(Data for this exercise)
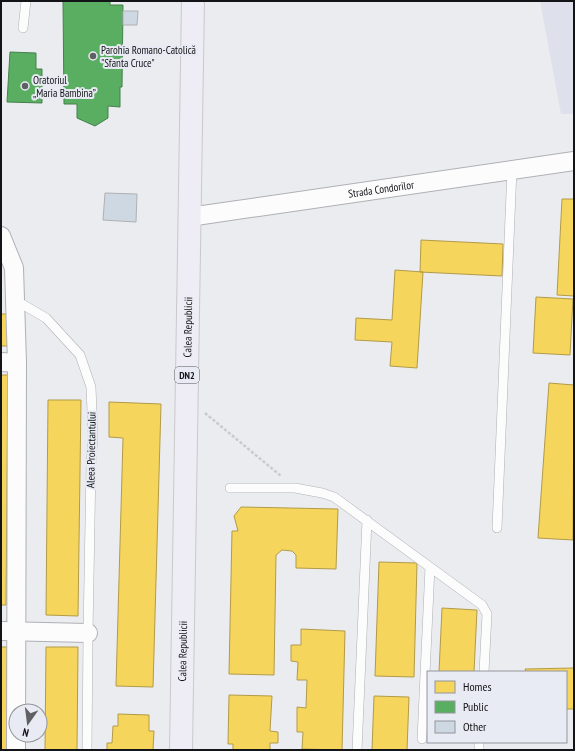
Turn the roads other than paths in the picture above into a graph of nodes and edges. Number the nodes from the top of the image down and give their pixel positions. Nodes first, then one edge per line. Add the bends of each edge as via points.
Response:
1 (26, 1) edge
2 (193, 1) edge
3 (23, 28) dead end
4 (574, 161) edge
5 (512, 169) junction
6 (189, 217) junction
7 (1, 236) edge
8 (15, 300) junction
9 (9, 362) edge
10 (230, 488) dead end
11 (367, 520) junction
12 (497, 528) dead end
13 (430, 567) junction
14 (9, 632) edge
15 (88, 633) junction
16 (484, 671) edge
17 (422, 739) dead end
18 (16, 750) edge
19 (87, 750) edge
20 (181, 750) edge
21 (357, 750) edge

1 - 3 lane
2 - 6 main road, Calea Republicii / DN2
4 - 5 street, Strada Condorilor
5 - 6 street, Strada Condorilor
5 - 12 lane
6 - 20 main road, Calea Republicii / DN2
7 - 8 street via 14,268
8 - 9 street
8 - 15 lane, Aleea Proiectantului via 46,318 80,355 91,387 93,436
9 - 14 street
10 - 11 lane via 295,488 322,493 334,497
11 - 13 lane
11 - 21 lane
13 - 16 lane via 482,605 487,614
13 - 17 lane
14 - 15 street
14 - 18 street
15 - 19 lane, Aleea Proiectantului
(End Data for this exercise)
## Task statement
Give back every record above word for word, dropping pictures.

## Answer space
Turn the roads other than paths in the picture above into a graph of nodes and edges. Number the nodes from the top of the image down and give their pixel positions. Nodes first, then one edge per line. Add the bends of each edge as via points.
Response:
1 (26, 1) edge
2 (193, 1) edge
3 (23, 28) dead end
4 (574, 161) edge
5 (512, 169) junction
6 (189, 217) junction
7 (1, 236) edge
8 (15, 300) junction
9 (9, 362) edge
10 (230, 488) dead end
11 (367, 520) junction
12 (497, 528) dead end
13 (430, 567) junction
14 (9, 632) edge
15 (88, 633) junction
16 (484, 671) edge
17 (422, 739) dead end
18 (16, 750) edge
19 (87, 750) edge
20 (181, 750) edge
21 (357, 750) edge

1 - 3 lane
2 - 6 main road, Calea Republicii / DN2
4 - 5 street, Strada Condorilor
5 - 6 street, Strada Condorilor
5 - 12 lane
6 - 20 main road, Calea Republicii / DN2
7 - 8 street via 14,268
8 - 9 street
8 - 15 lane, Aleea Proiectantului via 46,318 80,355 91,387 93,436
9 - 14 street
10 - 11 lane via 295,488 322,493 334,497
11 - 13 lane
11 - 21 lane
13 - 16 lane via 482,605 487,614
13 - 17 lane
14 - 15 street
14 - 18 street
15 - 19 lane, Aleea Proiectantului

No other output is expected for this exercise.